- [Exercise instructions]: Look below for lines that hold the string "CIRCLE" and copy each one.

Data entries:
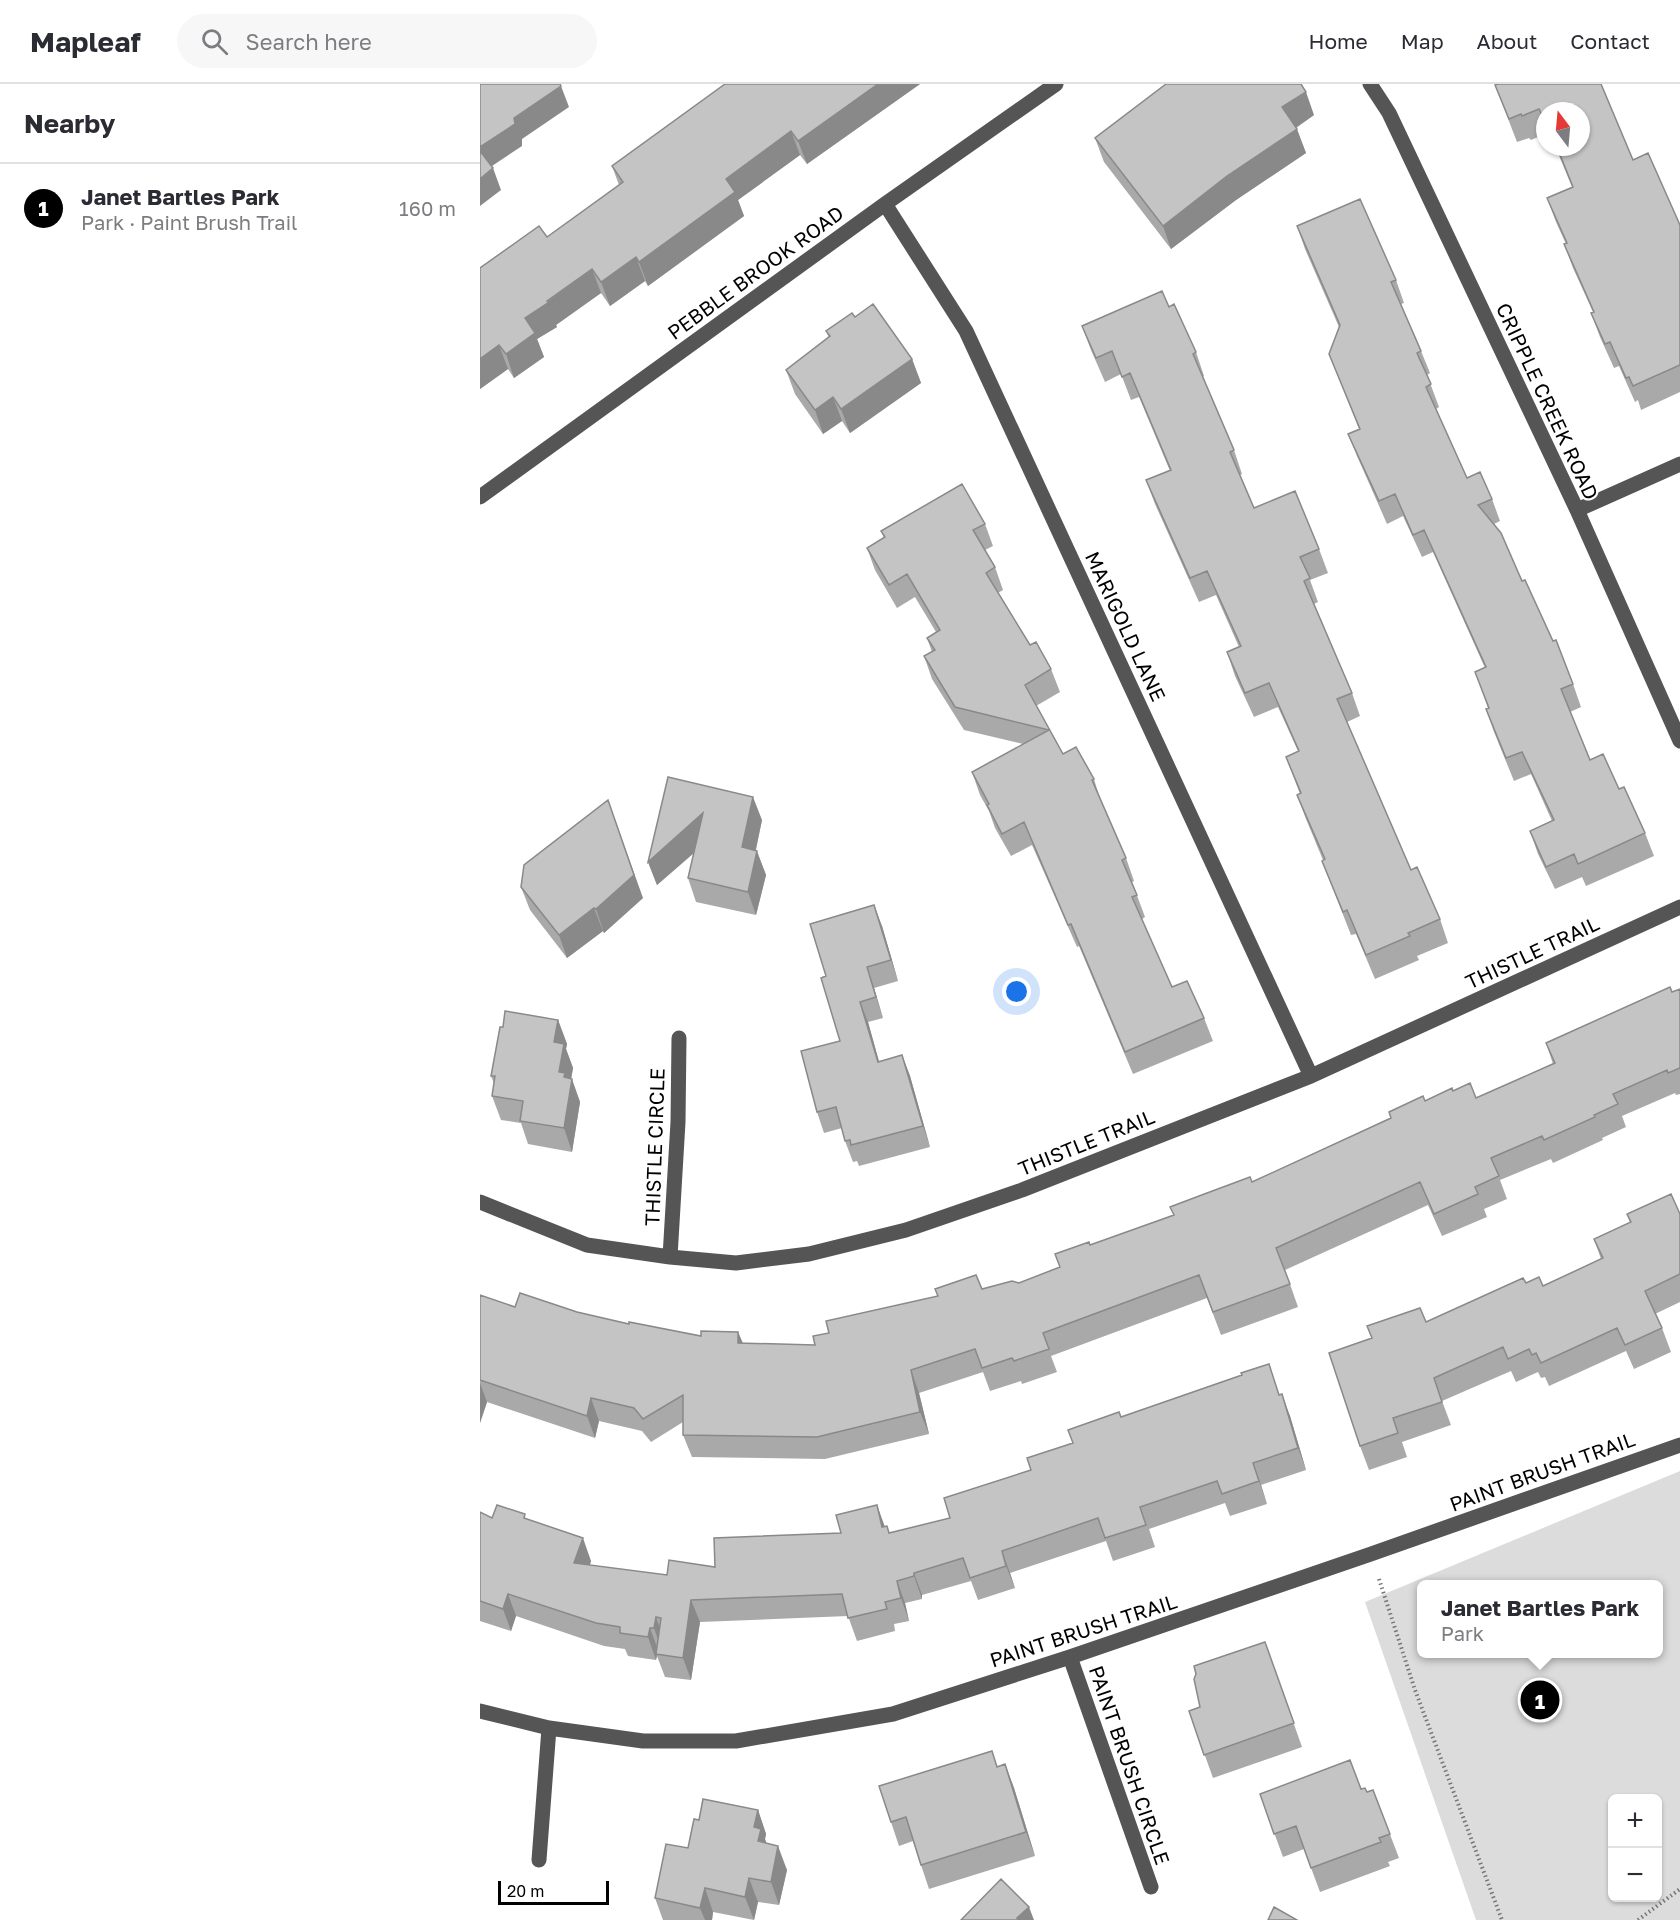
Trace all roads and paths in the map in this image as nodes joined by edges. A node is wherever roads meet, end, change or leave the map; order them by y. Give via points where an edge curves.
1 (1056, 84) edge
2 (1370, 84) edge
3 (885, 204) junction
4 (1680, 464) edge
5 (480, 497) edge
6 (1577, 510) junction
7 (1680, 741) edge
8 (1680, 907) edge
9 (679, 1038) dead end
10 (1311, 1076) junction
11 (480, 1202) edge
12 (670, 1257) junction
13 (1680, 1445) edge
14 (1371, 1554) junction
15 (1070, 1657) junction
16 (480, 1711) edge
17 (549, 1728) junction
18 (539, 1860) dead end
19 (1151, 1887) dead end
20 (1680, 1889) edge
21 (1502, 1920) edge
22 (1638, 1920) edge

1 - 3 street, PEBBLE BROOK ROAD
2 - 6 street, CRIPPLE CREEK ROAD via 1389,113
3 - 5 street, PEBBLE BROOK ROAD
3 - 10 street, MARIGOLD LANE via 966,331
4 - 6 street
6 - 7 street, CRIPPLE CREEK ROAD
8 - 10 street, THISTLE TRAIL
9 - 12 street, THISTLE CIRCLE
10 - 12 street, THISTLE TRAIL via 1022,1190 906,1230 809,1254 736,1263
11 - 12 street, THISTLE TRAIL via 587,1245
13 - 14 street, PAINT BRUSH TRAIL
14 - 15 street, PAINT BRUSH TRAIL
14 - 21 path via 1415,1690
15 - 17 street, PAINT BRUSH TRAIL via 893,1714 736,1741 643,1741
15 - 19 street, PAINT BRUSH CIRCLE
16 - 17 street, PAINT BRUSH TRAIL
17 - 18 street
20 - 22 path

- [Reply to the task]:
9 - 12 street, THISTLE CIRCLE
15 - 19 street, PAINT BRUSH CIRCLE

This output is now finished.